The black figure dancing on the cover is her, it's Joni, the audacious daughter of Don Juan.
Contaminate, contaminate, mutate, dilute, and blend the sounds. The quest is ongoing in a unique flow that in your work leads you to achieve completely unexpected results. The pinnacle of Joni Mitchell's jazz-rock is reached in '77 with this double LP never too highly regarded by critics due to its excessive lengths and vast texts that flow unrestrained like streams of free water.
"Don Juan's Reckless Daughter" is the album where Mitchell's music opens to the most genuine contamination of Caribbean and African sounds, it is the album where Jaco Pastorius's bass dialogues sublimely with Joni's crystal-clear voice in "Talk To Me" and in the magnificent opening of "Cotton Avenue". Standing out are the percussion in "The Tenth World", with choruses that precede by at least three years the suburban deliriums of Talking Heads in "Remain In Light," while "Dreamland" is the triumph of South American sounds "far from Canada, far from the snow chains." Dividing a first LP more aligned with jazz-rock and a second more fusion is "Paprika Plains", Mitchell's experimental masterpiece that in fifteen minutes joins piano melody fragments with a meticulous orchestra to which only at the end is added one of the most substantial rhythmic parts in Joni's production.

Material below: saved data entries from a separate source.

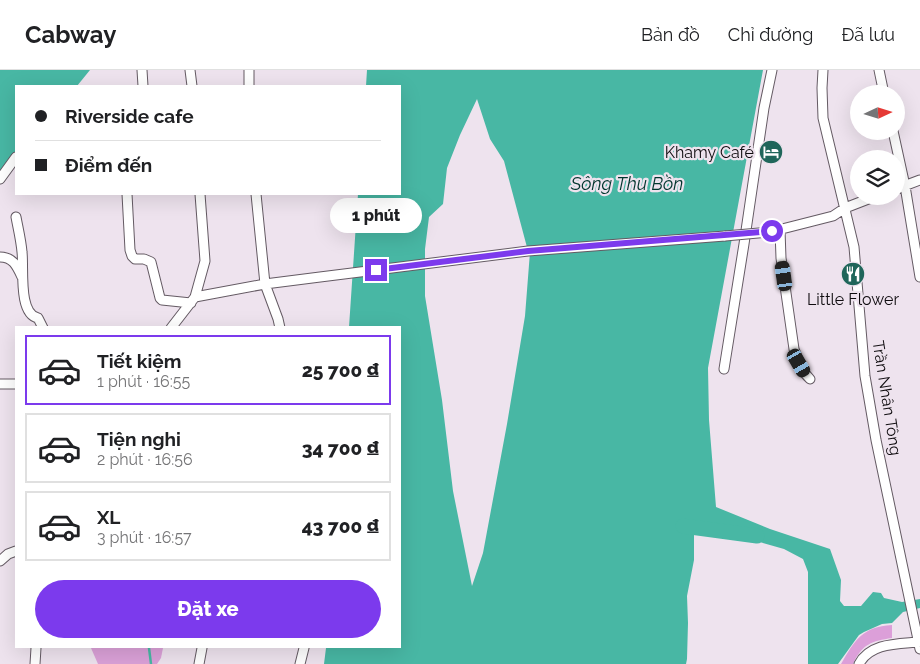 <!DOCTYPE html>
<html lang="vi">
<head>
<meta charset="utf-8">
<style>
  body { margin:0; font-family:Raleway,sans-serif; background:#f2f2f2; color:#202124; height:100vh; display:flex; flex-direction:column; font-size:19px; white-space:nowrap }
  * { box-sizing:border-box; margin:0 }
  p { font-size:16px; color:#757577 }
  .icon { flex:none; width:28px; height:28px; fill:none; stroke:currentColor; stroke-width:2; stroke-linecap:round; stroke-linejoin:round }
  .map { position:relative; flex:1; overflow:hidden }
  .sheet { position:absolute; left:15px; top:256px; width:386px; height:322px; display:flex; flex-direction:column; background:#fff; border-radius:0px; box-shadow:0 5px 20px #0002 }
  .sheet>* { flex:none }
  .guide { position:absolute; left:15px; top:15px; width:386px; height:110px; border-radius:0px; box-shadow:0 5px 20px #0002; display:grid; align-content:center; height:110px; padding:0 20px; background:#fff }
  .needle { width:32px; rotate:86deg }
  .controls { position:absolute; left:850px; top:15px; display:grid; gap:10px }
  .controls a { display:grid; place-items:center; width:55px; height:55px; border-radius:50%; background:#fff; box-shadow:0 5px 20px #0002; font-size:25px }
  .end { position:absolute; width:22px; height:22px; margin:-11px; border:6px solid #7c3aed; background:#fff; box-shadow:0 0 0 2px #fff }
  .from { border-radius:50% }
  .bubble { position:absolute; height:35px; border-radius:18px; background:#fff; box-shadow:0 5px 20px #0002; font-size:16px; font-weight:800; line-height:35px; text-align:center }
  .car { position:absolute; width:15px; height:30px; margin:-15px -8px; border-radius:6px; box-shadow:0 0 4px 1px #0007; background:linear-gradient(#222 24%,#8ab4d8 0 40%,#222 0 76%,#8ab4d8 0 86%,#222 0) }
  .guide b { display:flex; align-items:center; gap:18px; height:48px; font-size:19px }
  .guide b+b { border-top:1px solid #e0e0e0 }
  .guide i { width:12px; height:12px; background:#202124 }
  ul { padding:9px 0 0; list-style:none }
  li { display:flex; align-items:center; gap:15px; height:70px; margin:0 10px 8px; padding:0 10px; border:2px solid #e0e0e0; border-radius:0px }
  li div { flex:1 }
  li b { display:block; font-size:19px }
  li em { font-style:normal; font-weight:800 }
  li.on { border-color:#7c3aed }
  li>.icon { width:45px; height:45px; stroke-width:1.5 }
  .action { display:flex; gap:10px; margin-top:auto; padding:10px 20px }
  .action a { flex:1; height:58px; border-radius:30px; background:#7c3aed; color:#fff; font-size:20px; font-weight:800; line-height:58px; text-align:center }
  header { display:flex; align-items:center; gap:30px; box-sizing:border-box; height:70px; padding:0 25px; background:#fff; border-bottom:1px solid #e0e0e0 }
  header strong { font-size:24px }
  nav { display:flex; gap:28px; margin-inline-start:auto; font-size:18px }
  .map>svg:first-child { display:block }
  .green { fill:#dba1d8 }
  .forest { fill:#dc9fd9 }
  .water { fill:#48b7a4; fill-rule:evenodd }
  .lines { fill:none; stroke-linecap:round; stroke-linejoin:round }
  .stream { stroke:#48b7a4; stroke-width:2.5 }
  .river { stroke:#48b7a4; stroke-width:15 }
  .street-casing { stroke:#645a63; stroke-width:11 }
  .street { stroke:#fff; stroke-width:9 }
  .street-bridge-casing { stroke:#645a63; stroke-width:11; stroke-linecap:butt }
  .street-bridge { stroke:#fff; stroke-width:9 }
  .route { stroke:#7c3aed; stroke-width:6 }
  .labels { text-anchor:middle; dominant-baseline:central; stroke-width:4.5; stroke-linejoin:round; paint-order:stroke }
  .poi-label { font-size:16px; fill:#0f0c0f; stroke:#eee3ee; text-anchor:end }
  .street-label { font-size:16px; fill:#0f0c0f; stroke:#eee3ee }
  .water-label { font-size:18px; font-style:italic; fill:#00352d; stroke:#eee3ee }
</style>
</head>
<body>
<header>
<strong>Cabway</strong>
<nav><a>Bản đồ</a><a>Chỉ đường</a><a>Đã lưu</a></nav>
</header>
<div class="map">
<svg width="920" height="594" viewBox="0 0 920 594">
  <rect width="100%" height="100%" fill="#eee3ee"/>
  <path class="green" d="M 91,578 L 163,578 L 161,588 L 157,594 L 98,594 Z"/>
  <path class="forest" d="M 892,555 L 892,568 C 872,571 862,574 853,594 L 841,594 C 855,570 862,557 892,555 Z"/>
  <path class="water" d="M 0,0 L 90,0 L 77,16 L 16,16 L 16,89 L 0,109 Z
    M 367,0 L 763,0 L 708,298 L 709,350 L 716,437 L 770,459 L 830,479 L 841,510 L 840,531 L 844,536 L 861,536 L 873,522 L 881,523 L 884,528 L 902,532 L 920,529 L 920,538 L 903,542 L 892,553 L 882,554 L 864,562 L 859,565 L 838,594 L 808,594 L 808,502 L 803,489 L 784,479 L 746,468 L 720,454 L 710,455 L 694,465 L 694,490 L 687,526 L 688,553 L 687,589 L 686,594 L 324,594 L 326,578 L 400,578 L 400,258 L 349,257 L 358,124 L 400,124 L 400,16 L 366,16 ZM 477,29 L 490,69 L 504,91 L 528,181 L 530,182 L 525,246 L 507,354 L 483,483 L 472,516 L 453,421 L 442,330 L 425,226 L 425,179 L 429,147 L 443,134 L 447,98 L 460,65 Z"/>
  <g class="lines">
    <path class="stream" d="M 149,578 L 151,594"/>
    <path class="river" d="M 683,456 L 757,466"/>
    <g class="street-casing">
      <path id="street" d="M 142,0 L 143,16
        M 190,0 L 192,16
        M 249,0 L 249,16
        M 823,0 L 822,18 L 823,48 L 854,177 L 865,306 L 869,329 L 876,370 L 920,579
        M 879,0 L 884,24
        M 893,61 L 905,116 L 920,207
        M 0,109 L 16,87
        M 896,119 L 920,110
        M 127,124 L 130,180 L 132,186 L 135,189 L 144,189 L 151,192 L 160,228 L 162,230 L 191,233
        M 256,124 L 265,214 L 278,249 L 280,258
        M 16,147 C 18,158 21,170 22,182 C 24,198 18,244 38,248 L 43,258
        M 780,160 L 781,188 L 794,279 C 798,290 801,301 810,309
        M 774,161 L 833,146 L 845,138 L 876,126
        M 0,187 C 13,187 17,196 22,207
        M 195,227 L 265,214 L 320,207 L 528,181 L 725,166
        M 171,258 L 195,227 L 205,191 L 200,124
        M 724,299 L 744,174 L 764,38 L 772,0
        M 0,314 L 16,314
        M 0,491 L 8,484 L 16,481
        M 35,594 L 36,578
        M 199,594 L 202,578
        M 300,594 L 304,578
        M 859,594 C 870,573 897,574 918,572"/>
    </g>
    <use href="#street" class="street"/>
    <g class="street-bridge-casing">
      <path id="street-bridge" d="M 725,166 L 769,162"/>
    </g>
    <use href="#street-bridge" class="street-bridge"/>
  </g>
  <g class="lines">
    <path class="route" d="M 376,200 L 528,181 L 772,161"/>
  </g>
  <defs>
    <g id="hotel-disc" transform="scale(1.25)"><circle r="9.5" fill="#1f665a" stroke="#eee3ee"/><path d="M-6-4.5h1.5V1H6V5H4.5V3h-9V5H-6ZM-4 0a1.8 1.8 0 1 1 3.6 0ZM.5 0V-2.5h3Q6-2.5 6 0Z" fill="#fff"/></g>
    <g id="restaurant-disc" transform="scale(1.25)"><circle r="9.5" fill="#1f665a" stroke="#eee3ee"/><path d="M-5-6h1v4h1v-4h1v4h1v-4h1v5L-1.5 .5V6h-2V.5L-5-1ZM5-6V6H3V1.5H1.5Q1.5-4 5-6Z" fill="#fff"/></g>
  </defs>
  <g fill-rule="evenodd">
    <use href="#hotel-disc" x="771" y="82"/>
    <use href="#restaurant-disc" x="853" y="204"/>
  </g>
  <g class="labels">
    <g class="poi-label">
      <text x="754" y="82">Khamy Café</text>
      <text x="853" y="229" text-anchor="middle">Little Flower</text>
    </g>
    <g class="street-label">
      <text transform="translate(887 328) rotate(81)">Trần Nhân Tông</text>
    </g>
    <g class="water-label">
      <text x="627" y="113">Sông Thu Bồn</text>
    </g>
  </g>
</svg>
<div class="controls">
<a><svg class="needle" viewBox="-14 -14 28 28"><path d="M0-13l5 13h-10z" fill="#e53935"/><path d="M0 13l5-13h-10z" fill="#757577"/></svg></a>
<a><svg class="icon" aria-label="layers" viewBox="0 0 24 24"><path d="M12 4l9 5-9 5-9-5zM3 14l9 5 9-5"/></svg></a>
</div>
<i class="end from" style="left:772px;top:161px"></i>
<i class="end" style="left:376px;top:200px"></i>
<div class="bubble" style="left:330px;top:128px;width:92px">1 phút</div>
<i class="car" style="left:784px;top:206px;rotate:352deg"></i>
<i class="car" style="left:799px;top:293px;rotate:150deg"></i>
<div class="guide">
<b><i class="from"></i>Riverside cafe</b>
<b><i></i>Điểm đến</b>
</div>
<section class="sheet">
<ul>
<li class="on"><svg class="icon" aria-label="car" viewBox="0 0 24 24"><path d="M5 17H2v-5l4-1 3-4h7l3 4 3 1v5h-3M9 17h6M6 11h13"/><circle cx="7" cy="17" r="2"/><circle cx="17" cy="17" r="2"/></svg><div><b>Tiết kiệm</b><p>1 phút · 16:55</p></div><em>25 700 ₫</em></li>
<li><svg class="icon" aria-label="car" viewBox="0 0 24 24"><path d="M5 17H2v-5l4-1 3-4h7l3 4 3 1v5h-3M9 17h6M6 11h13"/><circle cx="7" cy="17" r="2"/><circle cx="17" cy="17" r="2"/></svg><div><b>Tiện nghi</b><p>2 phút · 16:56</p></div><em>34 700 ₫</em></li>
<li><svg class="icon" aria-label="car" viewBox="0 0 24 24"><path d="M5 17H2v-5l4-1 3-4h7l3 4 3 1v5h-3M9 17h6M6 11h13"/><circle cx="7" cy="17" r="2"/><circle cx="17" cy="17" r="2"/></svg><div><b>XL</b><p>3 phút · 16:57</p></div><em>43 700 ₫</em></li>
</ul>
<div class="action"><a>Đặt xe</a></div>
</section>
</div>
</body>
</html> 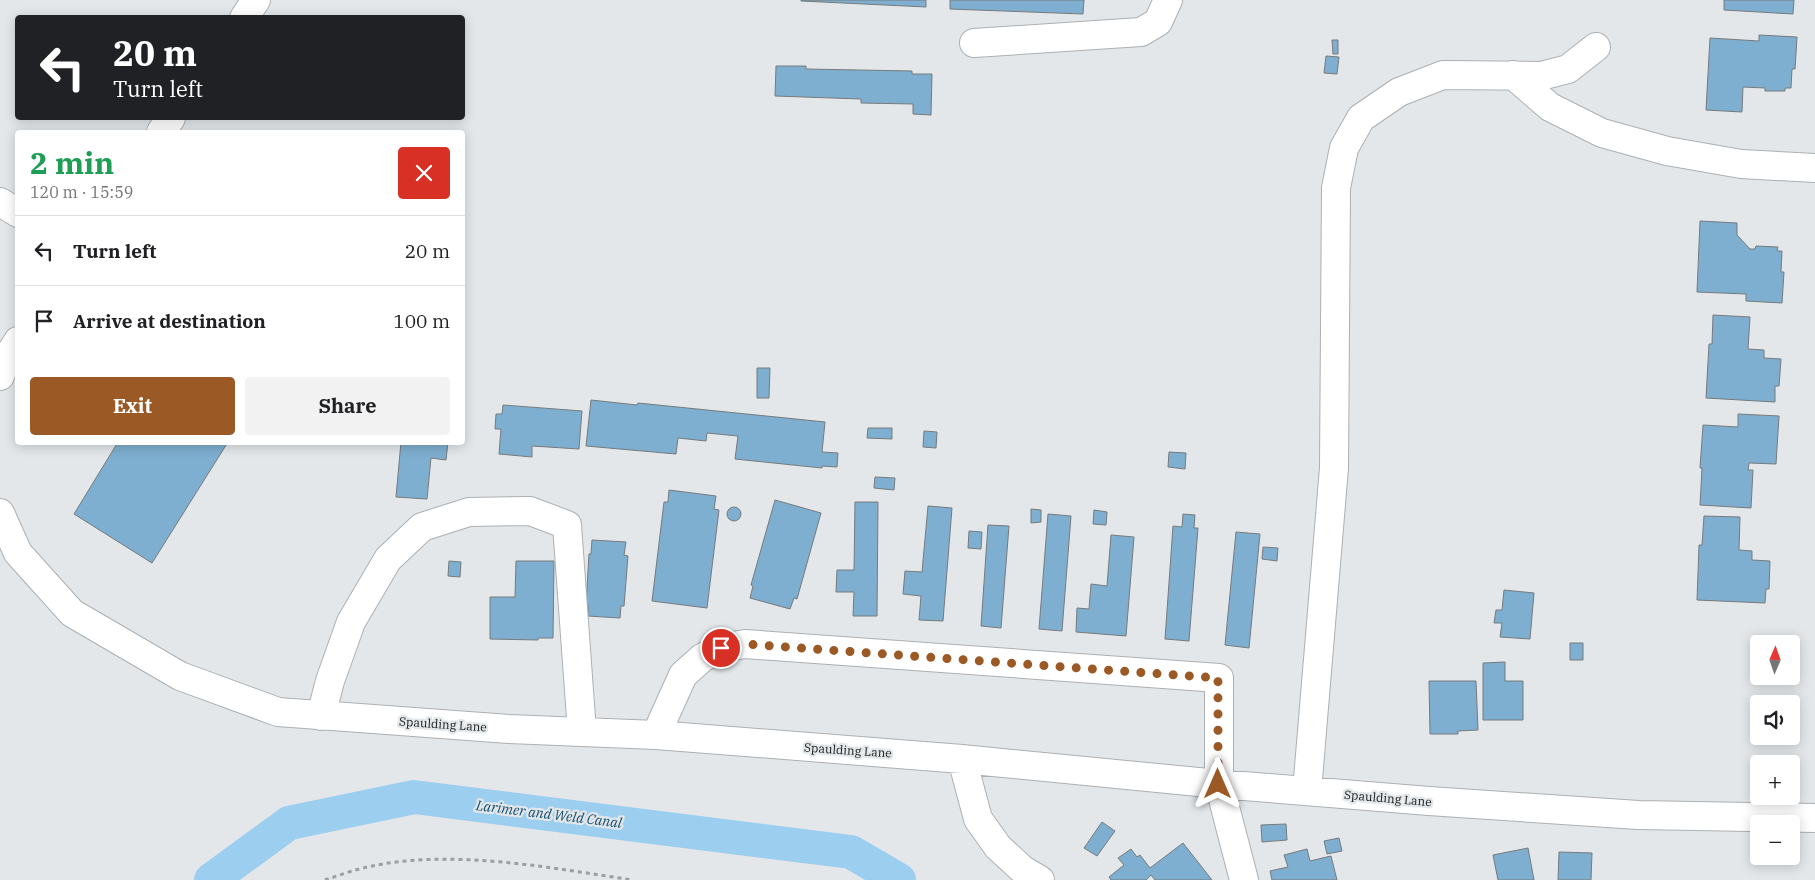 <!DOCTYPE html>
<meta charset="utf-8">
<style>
:root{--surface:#fff;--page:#f2f2f2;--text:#202124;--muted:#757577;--line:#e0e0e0;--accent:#9b5926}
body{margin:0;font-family:"IBM Plex Serif",serif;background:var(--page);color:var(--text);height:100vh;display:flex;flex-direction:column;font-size:19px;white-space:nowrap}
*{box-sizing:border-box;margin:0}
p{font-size:16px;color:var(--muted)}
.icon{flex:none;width:28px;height:28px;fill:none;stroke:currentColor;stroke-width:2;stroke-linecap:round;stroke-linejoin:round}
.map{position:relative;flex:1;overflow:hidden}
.panel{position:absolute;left:15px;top:130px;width:450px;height:315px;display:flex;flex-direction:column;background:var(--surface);border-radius:5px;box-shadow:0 2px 12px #0003}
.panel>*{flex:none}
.top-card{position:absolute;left:15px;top:15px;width:450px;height:105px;border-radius:5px;box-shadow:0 2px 12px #0003;background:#202124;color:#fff;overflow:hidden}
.needle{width:32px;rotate:2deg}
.tools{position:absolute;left:1750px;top:635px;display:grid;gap:10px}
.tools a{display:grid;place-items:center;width:50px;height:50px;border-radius:5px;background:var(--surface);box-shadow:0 2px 12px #0003;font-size:25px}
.pin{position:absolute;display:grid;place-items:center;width:42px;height:42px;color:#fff;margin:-21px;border:2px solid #fff;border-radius:50%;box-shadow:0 1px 5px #0007}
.me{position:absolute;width:55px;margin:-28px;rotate:0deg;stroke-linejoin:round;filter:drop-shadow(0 0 4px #0008)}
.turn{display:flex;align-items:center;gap:18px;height:105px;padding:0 15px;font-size:22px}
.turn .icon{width:65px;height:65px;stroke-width:2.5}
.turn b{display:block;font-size:35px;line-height:42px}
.round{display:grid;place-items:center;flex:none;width:52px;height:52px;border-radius:5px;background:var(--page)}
.headline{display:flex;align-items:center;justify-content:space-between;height:85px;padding:0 15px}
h1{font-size:30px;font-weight:700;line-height:38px;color:#1e9e55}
.button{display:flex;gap:10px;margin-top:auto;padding:10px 15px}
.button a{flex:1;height:58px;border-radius:5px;background:var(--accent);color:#fff;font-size:20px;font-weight:700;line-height:58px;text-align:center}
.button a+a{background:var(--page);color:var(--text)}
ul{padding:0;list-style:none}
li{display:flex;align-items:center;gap:15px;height:70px;padding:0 15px;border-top:1px solid var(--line)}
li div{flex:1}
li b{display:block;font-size:19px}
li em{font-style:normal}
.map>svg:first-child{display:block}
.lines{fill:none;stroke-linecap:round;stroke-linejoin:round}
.canal{stroke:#9ccef0;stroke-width:34}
.building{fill:#7eafd0;stroke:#767a7c}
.minor-casing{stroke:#acb0b3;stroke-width:30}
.path{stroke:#9c9fa1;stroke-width:3;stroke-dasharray:4 4;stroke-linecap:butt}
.minor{stroke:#fff;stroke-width:28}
.route{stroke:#9b5926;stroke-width:9;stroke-dasharray:0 16.2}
.labels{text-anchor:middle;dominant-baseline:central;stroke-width:4.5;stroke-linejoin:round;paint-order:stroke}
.street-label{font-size:12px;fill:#17191a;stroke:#e3e7e9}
.water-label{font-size:14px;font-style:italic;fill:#165172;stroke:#e3e7e9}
</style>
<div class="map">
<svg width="1815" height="880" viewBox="0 0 1815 880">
<rect width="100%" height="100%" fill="#e3e7e9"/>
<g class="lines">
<path class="canal" d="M 211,880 L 289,823 L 414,797 L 851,852 L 899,880"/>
</g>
<path class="building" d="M 801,0 L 926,0 L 926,7 L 801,1 Z
M 950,0 L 1084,0 L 1083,14 L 950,9 Z
M 1724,0 L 1794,0 L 1793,14 L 1724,10 Z
M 1759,35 L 1797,37 L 1795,69 L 1792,69 L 1791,88 L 1785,88 L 1785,91 L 1765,91 L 1765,88 L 1743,87 L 1742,112 L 1706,110 L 1710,38 L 1759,41 Z
M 1332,40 L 1338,40 L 1338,54 L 1333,54 Z
M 1326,56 L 1339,57 L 1337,74 L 1324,73 Z
M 776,66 L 806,66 L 806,69 L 912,71 L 912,74 L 932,74 L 931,115 L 913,114 L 913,104 L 861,103 L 861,99 L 775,96 Z
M 1700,221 L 1737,223 L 1737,235 L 1750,249 L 1755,249 L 1756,246 L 1778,247 L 1777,251 L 1782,251 L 1781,272 L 1784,272 L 1782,303 L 1746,301 L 1746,294 L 1697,292 Z
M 1713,315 L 1750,317 L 1748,349 L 1764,350 L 1764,358 L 1781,359 L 1779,386 L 1775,386 L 1775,402 L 1706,398 L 1709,344 L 1712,344 Z
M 757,368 L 770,368 L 769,398 L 757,398 Z
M 591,400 L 637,405 L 638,403 L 825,422 L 822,452 L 838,453 L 837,467 L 822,466 L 822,468 L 735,459 L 738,436 L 707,433 L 706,441 L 678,438 L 676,454 L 586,446 Z
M 503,405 L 582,411 L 579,449 L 532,446 L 532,457 L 499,454 L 501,429 L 495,429 L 496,414 L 502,414 Z
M 1738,414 L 1779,416 L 1776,464 L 1749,463 L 1748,470 L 1753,470 L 1751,508 L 1700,505 L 1702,468 L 1700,468 L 1703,425 L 1738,427 Z
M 868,428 L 892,428 L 892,439 L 867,438 Z
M 924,431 L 937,432 L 936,448 L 923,447 Z
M 118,442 L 228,442 L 152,563 L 74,514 Z
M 401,442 L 448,442 L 446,460 L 431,458 L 427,499 L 396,497 Z
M 1169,452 L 1186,453 L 1185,469 L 1168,467 Z
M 875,477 L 895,478 L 894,490 L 874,488 Z
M 669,490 L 716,496 L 714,509 L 719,510 L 707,608 L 652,601 L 664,502 L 668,502 Z
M 775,500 L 821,513 L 797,599 L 794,598 L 790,609 L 750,598 L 753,586 L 751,585 Z
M 855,502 L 878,502 L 877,616 L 853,616 L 854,592 L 836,592 L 837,570 L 854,570 Z
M 928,506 L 952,508 L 943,621 L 919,620 L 921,596 L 903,594 L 905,571 L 922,572 Z
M727 514a7 7 0 1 1 14 0a7 7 0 1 1-14 0Z
M 1031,509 L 1041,510 L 1041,522 L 1031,523 Z
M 1094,510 L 1107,512 L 1106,525 L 1093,524 Z
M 1048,514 L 1071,516 L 1062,631 L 1039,629 Z
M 1183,514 L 1195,515 L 1194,528 L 1198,528 L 1189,641 L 1165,639 L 1173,526 L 1182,527 Z
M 1704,516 L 1740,517 L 1739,550 L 1752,551 L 1752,560 L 1770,561 L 1769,589 L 1766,589 L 1765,603 L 1697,600 L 1699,545 L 1702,545 Z
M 988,525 L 1009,526 L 1001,628 L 981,626 Z
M 969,531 L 982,532 L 981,549 L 968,548 Z
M 1236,532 L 1260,534 L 1249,648 L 1225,645 Z
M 1111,535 L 1134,537 L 1126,636 L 1076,632 L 1077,608 L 1089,609 L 1091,584 L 1107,586 Z
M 592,540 L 626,542 L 624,555 L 628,556 L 624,606 L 621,606 L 620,618 L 588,616 L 588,605 L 586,605 L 589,554 L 591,554 Z
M 1263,547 L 1278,548 L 1277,561 L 1262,559 Z
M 449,561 L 461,562 L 460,577 L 448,576 Z
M 516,561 L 554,561 L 553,638 L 538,638 L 538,640 L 490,639 L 490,597 L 515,597 Z
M 1504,590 L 1534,593 L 1530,639 L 1500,637 L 1502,623 L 1494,623 L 1496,610 L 1502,610 Z
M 1570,643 L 1583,643 L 1583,660 L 1570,660 Z
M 1505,662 L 1505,681 L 1523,681 L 1523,720 L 1483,720 L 1483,663 Z
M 1429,681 L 1476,681 L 1478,730 L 1458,731 L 1458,734 L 1430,734 Z
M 1102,822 L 1115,831 L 1097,856 L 1084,848 Z
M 1286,824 L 1287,840 L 1262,842 L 1261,825 Z
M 1339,838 L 1342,851 L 1327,854 L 1324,841 Z
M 1183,843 L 1212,880 L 1155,880 L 1151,875 L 1146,880 L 1111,880 L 1109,877 L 1124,865 L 1118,858 L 1131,849 L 1137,857 L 1140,855 L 1150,868 Z
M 1528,848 L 1534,880 L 1498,880 L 1493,855 Z
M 1307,849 L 1310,861 L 1331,856 L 1337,880 L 1272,880 L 1270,871 L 1288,867 L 1284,855 Z
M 1559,852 L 1592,853 L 1591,880 L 1558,880 Z"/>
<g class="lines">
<g class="minor-casing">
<path id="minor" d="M 244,18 L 256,0
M 974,43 L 1141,32 L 1158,22 L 1168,0
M 1513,75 L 1550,107 L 1602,133 L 1667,151 L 1741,164 L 1815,168
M 161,132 L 171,118
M 0,202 L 18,213
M 0,376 L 6,360 L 18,341
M 0,513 L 18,553 L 72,613 L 180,676 L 278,712 L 509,729 L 656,735 L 962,759 L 1219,784 L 1429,801 L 1638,815 L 1815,818
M 321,716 L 330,681 L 351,622 L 388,559 L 422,527 L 469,512 L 530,511 L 567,525 L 582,732
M 656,735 L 683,675 L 702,658 L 721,648 L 745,644 L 1219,678 L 1219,784 L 1244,880
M 962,759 L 978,819 L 998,847 L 1023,870 L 1040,880
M 1307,791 L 1334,468 L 1336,188 L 1344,148 L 1361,118 L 1399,92 L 1443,75 L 1541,76 L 1568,69 L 1596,47"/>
</g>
<path class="path" d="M 325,880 C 340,875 356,869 372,866 C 454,849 551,868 633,880"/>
<use href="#minor" class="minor"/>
</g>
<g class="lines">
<path class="route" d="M 721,648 L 745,644 L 1218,678 L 1218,784"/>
</g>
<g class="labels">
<g class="street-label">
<text transform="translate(443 724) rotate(4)">Spaulding Lane</text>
<text transform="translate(848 750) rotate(4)">Spaulding Lane</text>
<text transform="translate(1388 798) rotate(5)">Spaulding Lane</text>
</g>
<g class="water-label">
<text transform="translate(549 814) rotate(7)">Larimer and Weld Canal</text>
</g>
</g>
</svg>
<div class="tools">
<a><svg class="needle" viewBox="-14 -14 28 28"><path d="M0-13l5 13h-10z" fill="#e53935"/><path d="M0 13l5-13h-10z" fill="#757577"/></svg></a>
<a><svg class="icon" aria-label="sound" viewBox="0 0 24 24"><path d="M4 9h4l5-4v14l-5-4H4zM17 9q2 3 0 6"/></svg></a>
<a>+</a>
<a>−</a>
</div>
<div class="pin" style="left:721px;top:648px;background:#d93025"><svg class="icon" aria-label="arrive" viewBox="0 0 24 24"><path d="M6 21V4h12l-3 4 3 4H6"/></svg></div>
<svg class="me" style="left:1218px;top:784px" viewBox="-20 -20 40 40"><path d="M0-17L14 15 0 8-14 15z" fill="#9b5926" stroke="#fff" stroke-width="4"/></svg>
<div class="top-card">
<div class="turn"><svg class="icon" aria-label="left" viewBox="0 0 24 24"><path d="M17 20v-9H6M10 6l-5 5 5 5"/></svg><div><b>20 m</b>Turn left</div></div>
</div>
<section class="panel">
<div class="headline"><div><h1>2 min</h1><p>120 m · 15:59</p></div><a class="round" style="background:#d93025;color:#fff"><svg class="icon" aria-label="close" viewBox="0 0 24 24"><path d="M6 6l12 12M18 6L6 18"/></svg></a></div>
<ul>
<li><svg class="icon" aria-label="left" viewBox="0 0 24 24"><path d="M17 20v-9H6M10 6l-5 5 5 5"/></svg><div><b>Turn left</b></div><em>20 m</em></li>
<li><svg class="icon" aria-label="arrive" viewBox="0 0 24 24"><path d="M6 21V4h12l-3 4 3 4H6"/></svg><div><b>Arrive at destination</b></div><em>100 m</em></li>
</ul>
<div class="button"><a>Exit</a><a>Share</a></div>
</section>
</div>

It is the musical rendition of a dream, little Joni dressed as a native with the drum on the cover is one of the depicted images. "Don Juan's Reckless Daughter" is an album that to call complex is perhaps an understatement; it must be listened to with both mind and body in complete tranquility to truly appreciate all its refinements and sonic details, purchasing the original vinyl is mandatory.
The musical theme in a jazz form will continue with "Mingus" in '79, even more daring but more typically jazz-rock, while at the dawn of the '80s the love for reggae and Caribbean rhythms will lead Joni to seek a collaboration with the Police that will never materialize.
Calls from the woman, coming from afar, sliding over imaginary waves created by guitar notes, caressing the eardrums and then immediately returning from whence they came.
The boiling of the bass becomes denser, and one surrenders... one finds oneself along the cotton avenue, and at that point, it’s too late.